Is Your Sales Data Causing Inaccurate Forecasting?

By Sarah Hall

By definition, forecasting is inexact. It is a data-focused assessment of possibilities; and yes, there is a lot of guesswork involved. The ideal is to minimize the guesswork through the systems and strategies you implement – as well as the accuracy of the data you use.

If your sales data is causing inaccurate forecasting, then a review of your data input methodologies, sources, and management is necessary. Accurate data is the first stage to accurate forecasting – and there are a lot of benefits to forecasts that put you a step ahead of your competition.

Forecasting in Current Business

Forecasting, across all of a business’ operational and strategic aspects, is necessary. Guy Rudolph, Vodaphone Director for Business Planning, even says that it’s “absolutely fundamental.”

In 2016, KPMG, an auditing and finance company, published a global survey with more than 540 senior executives as respondents. All respondents agree on the importance of accurate forecasting. 67.5 percent look to forecasting as a way to identify growth opportunities. 54 percent say that it guides them in the implementation of performance milestones, such as sales targets and quotas. Likewise, 46 percent see forecasting as a means to improve organizational processes.

The problem lies in the accuracy of forecasting. According to the same group, unreliable forecasting can cost. Even as little as 13 percent off mark, share prices are said to drop by 6 percent. On the flip side, respondents have seen share prices increase by up to 46 percent with forecasting that’s within a 5 percent accuracy rate.

Bad Data = Inaccurate Forecasting

The same survey says that the executives observe a lack in the quality of their sales data. A 2013 study by business services company Experian has found that 91 percent of businesses suffer from data errors. Compounded with the disuse of available external resources (only 40 percent of the KPMG respondents use reputable external resources), such as economic reports and the like, you get businesses with forecasting based on bad data.
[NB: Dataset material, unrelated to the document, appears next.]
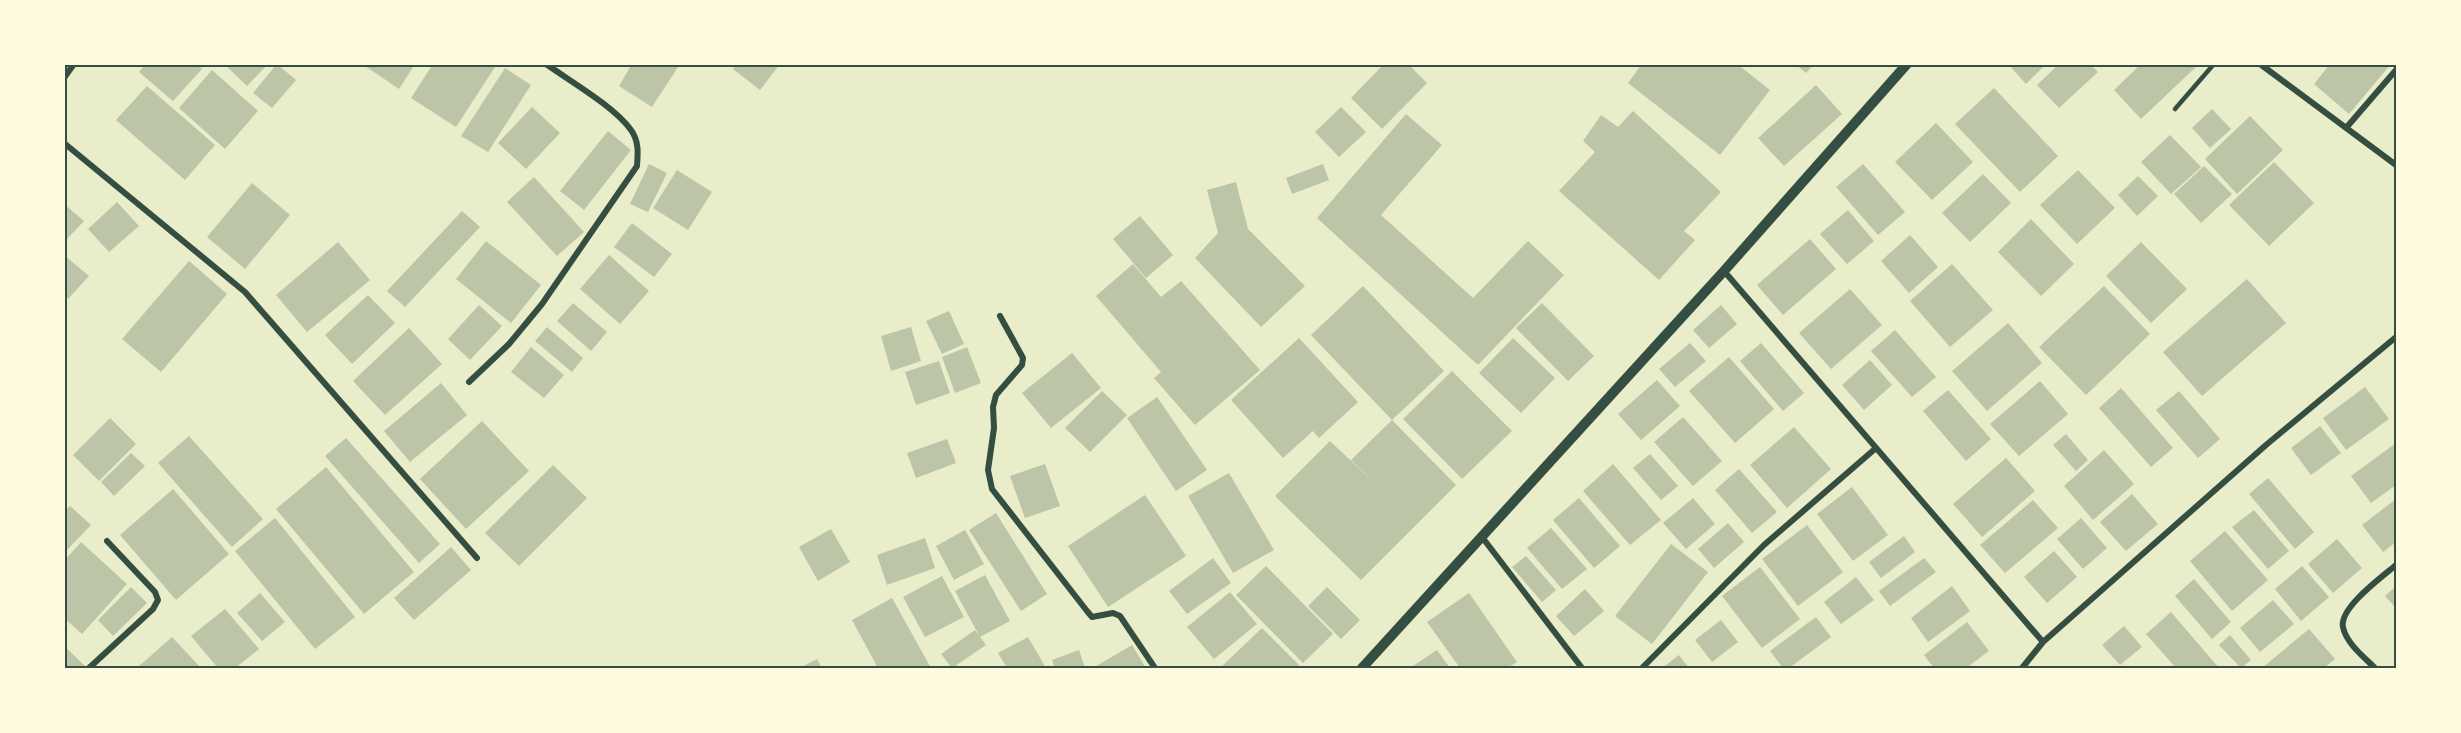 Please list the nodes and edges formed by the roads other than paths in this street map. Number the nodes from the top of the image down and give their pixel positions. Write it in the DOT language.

And, however way you spin this, it is bad for business.

In fact, the same Experian study has found bad data to be responsible for an average 12 percent loss in revenue. Another study, this time by DiscoverOrg, sees a loss of about 550 salesman hours or around $32,000 due to bad data.

Loss from bad data and inaccurate forecasting is not limited to money. Time and opportunity are also wasted.

Correcting Bad Data

The cost is high when it comes to bad data. As Brian Carroll of MECLABS puts it: “Garbage data in, garbage results out. Whether you do inbound or outbound marketing, the quality of your database and lists has a huge impact on your results.”

Once you observe compromised sales data, you need to take action.

What It Means When You Suffer From Bad Data

Inaccurate forecasting is just the tip of the iceberg. Forecasting is the basis of several key aspects in business operations. With bad data prevalent, the decisions you make for your business stand on shaky ground.